For years, sound design and music have been used to great effect in films (Hans Zimmer’s Use of the Shepard Tone), advertising (VW spot featuring Nick Drake’s “Pink Moon”), and games (Koji Kondo’s sound design for Nintendo). But when it comes to designing and developing digital products, decisions pertaining to sound do not command anywhere near the strategic rigor generally accepted and regularly applied to visual design, written copy, or technology. Sound elements are often seen as critical enhancements for “lean back” entertainment experiences like games and video content but not central to the utility-focused, user-centered design we so often seek in our digital products. Sound is treated like an add-on, not critical for a user’s primary experience.

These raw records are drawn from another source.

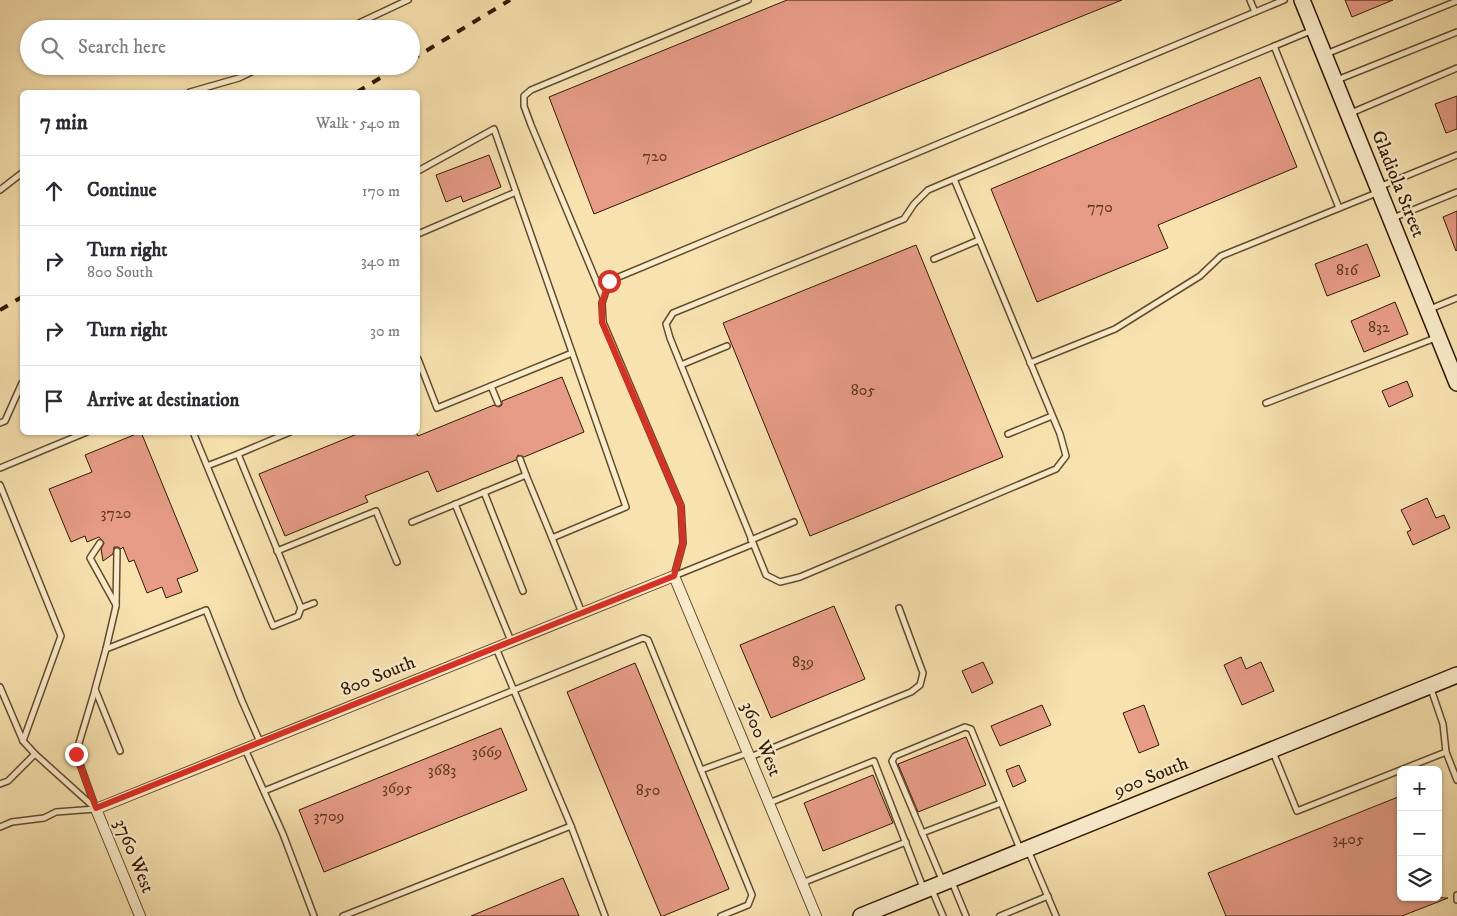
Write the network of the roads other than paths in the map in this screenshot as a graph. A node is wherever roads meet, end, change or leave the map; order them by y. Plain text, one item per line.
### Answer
1 (408, 0) edge
2 (748, 0) edge
3 (1250, 0) edge
4 (1284, 0) edge
5 (1302, 0) edge
6 (1457, 1) edge
7 (1255, 12) junction
8 (365, 20) edge
9 (1314, 30) junction
10 (1457, 32) edge
11 (1274, 46) junction
12 (1324, 55) junction
13 (1457, 68) edge
14 (245, 75) edge
15 (1334, 81) junction
16 (197, 90) edge
17 (1348, 114) junction
18 (1457, 155) edge
19 (420, 170) edge
20 (20, 175) edge
21 (954, 179) junction
22 (0, 190) edge
23 (1378, 190) junction
24 (516, 192) junction
25 (1457, 192) edge
26 (1339, 208) junction
27 (1390, 219) junction
28 (420, 233) edge
29 (979, 240) junction
30 (934, 259) dead end
31 (604, 297) junction
32 (1457, 298) edge
33 (1427, 310) junction
34 (1438, 336) junction
35 (727, 346) dead end
36 (572, 353) junction
37 (1030, 362) junction
38 (420, 365) edge
39 (681, 365) junction
40 (1457, 383) edge
41 (490, 386) junction
42 (20, 388) edge
43 (498, 403) dead end
44 (1266, 403) dead end
45 (1052, 416) junction
46 (0, 423) edge
47 (1008, 434) dead end
48 (80, 435) edge
49 (194, 435) edge
50 (283, 435) edge
51 (238, 454) junction
52 (520, 459) dead end
53 (207, 466) junction
54 (0, 468) edge
55 (526, 475) junction
56 (0, 484) edge
57 (484, 492) junction
58 (455, 504) junction
59 (412, 522) dead end
60 (794, 522) dead end
61 (552, 538) junction
62 (752, 542) junction
63 (100, 543) dead end
64 (118, 551) dead end
65 (277, 551) junction
66 (397, 562) dead end
67 (674, 576) junction
68 (523, 591) dead end
69 (314, 604) dead end
70 (116, 606) junction
71 (301, 608) junction
72 (899, 608) dead end
73 (582, 613) junction
74 (511, 642) junction
75 (496, 648) junction
76 (106, 649) junction
77 (1457, 675) edge
78 (1430, 686) junction
79 (0, 688) edge
80 (95, 690) junction
81 (514, 690) junction
82 (23, 741) junction
83 (260, 742) junction
84 (245, 748) junction
85 (1272, 749) junction
86 (120, 751) dead end
87 (1446, 752) junction
88 (34, 754) junction
89 (749, 755) junction
90 (701, 770) junction
91 (1457, 780) edge
92 (0, 784) edge
93 (264, 791) junction
94 (1001, 803) junction
95 (768, 804) junction
96 (96, 808) junction
97 (571, 826) junction
98 (0, 827) edge
99 (922, 833) junction
100 (906, 842) junction
101 (1024, 850) junction
102 (802, 883) junction
103 (937, 885) junction
104 (1457, 895) edge
105 (1048, 896) junction
106 (1457, 900) edge
107 (140, 916) edge
108 (314, 916) edge
109 (343, 916) edge
110 (605, 916) edge
111 (721, 916) edge
112 (816, 916) edge
113 (861, 916) edge
114 (943, 916) edge
115 (966, 916) edge
116 (1000, 916) edge
117 (1056, 916) edge

1 - 8 lane
2 - 31 lane
3 - 7 lane
4 - 7 lane
5 - 9 street, Gladiola Street
6 - 12 lane
7 - 31 lane
9 - 11 lane
9 - 12 street, Gladiola Street
10 - 15 lane
11 - 21 lane
11 - 26 lane
12 - 15 street, Gladiola Street
13 - 17 lane
14 - 16 lane
15 - 17 street, Gladiola Street
17 - 23 street, Gladiola Street
18 - 23 lane
19 - 24 lane
20 - 22 lane
21 - 29 lane
21 - 39 lane
23 - 26 lane
23 - 27 street, Gladiola Street
24 - 28 lane
24 - 36 lane
25 - 27 lane
26 - 37 lane
27 - 33 street, Gladiola Street
29 - 30 lane
29 - 37 lane
31 - 67 lane
32 - 33 lane
33 - 34 street, Gladiola Street
34 - 40 street, Gladiola Street
34 - 44 lane
35 - 39 lane
36 - 41 lane
36 - 61 lane
37 - 45 lane
38 - 41 lane
39 - 62 lane
41 - 43 lane
42 - 46 lane
45 - 47 lane
45 - 62 lane
48 - 54 lane
49 - 53 lane
50 - 51 lane
51 - 53 lane
51 - 65 lane
52 - 55 lane
53 - 71 lane
55 - 57 lane
55 - 61 lane
56 - 82 lane
57 - 58 lane
57 - 68 lane
58 - 59 lane
58 - 74 lane
60 - 62 lane
61 - 73 lane
62 - 67 lane
63 - 70 lane
64 - 70 lane
65 - 66 lane
65 - 71 lane
67 - 73 street, 800 South
67 - 89 street, 3600 West
69 - 71 lane
70 - 76 lane
72 - 89 lane
73 - 74 street, 800 South
74 - 75 street, 800 South
75 - 81 lane
75 - 83 street, 800 South
76 - 80 lane
76 - 83 lane
77 - 78 street, 900 South
78 - 85 street, 900 South
78 - 87 lane
79 - 82 lane
80 - 86 lane
80 - 96 lane
81 - 90 lane
81 - 93 lane
81 - 97 lane
82 - 88 lane
83 - 84 street, 800 South
84 - 93 lane
84 - 96 street, 800 South
85 - 87 lane
85 - 101 street, 900 South
87 - 91 lane
88 - 92 lane
88 - 96 lane
89 - 90 lane
89 - 95 street, 3600 West
90 - 111 lane
93 - 108 lane
94 - 99 lane
94 - 99 lane
94 - 101 lane
95 - 100 lane
95 - 102 street, 3600 West
96 - 98 lane
96 - 107 street, 3760 West
97 - 109 lane
97 - 110 lane
99 - 103 lane
100 - 102 lane
100 - 103 lane
101 - 103 street, 900 South
101 - 105 lane
102 - 112 street, 3600 West
103 - 113 street, 900 South
103 - 114 lane
103 - 115 lane
104 - 106 lane
105 - 116 lane
105 - 117 lane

It wasn’t always this way. The internet used to be a loud and Flashy (pun intended) place. Sound was explored freely, along with visual elements, as we collectively figured out what to do with the internet. Remember picking your MySpace song to accompany your personal background? This open and exploratory approach eventually fell out of fashion in favor of efficient and logical flows, accessibility, mobile optimization, fast performance, and clear information hierarchy. A better-informed, savvier world of pattern libraries, responsive CSS frameworks, and Dribbble emerged, and the levers that controlled “design delight” became almost entirely visual (I’m including written copy as visual because it’s not spoken). The industry began focusing on “great user experience”–a good thing–and delight and polish became the strict purview of visual design considerations like color palette, button style, animations, microinteractions, and engaging copy. Sound in an interface began to be viewed as gaudy excess to trim, bad practice, and about as fashionable as Hammer pants.
The industry responded to serve this context. Designers and developers worked and trained in this context. Companies and tech firms staffed for this context. But nothing stays the same for long, and now that context is changing. With the rise of Zero UI and conversational interfaces, products are leaving the confines of a visual screen. For many new applications, sound is no longer the intrusive, tacky Cousin Eddy of UI, it is the UI. Sound is beginning to occupy an important seat at the table as a primary interaction medium. But, as an industry, are we ready for it?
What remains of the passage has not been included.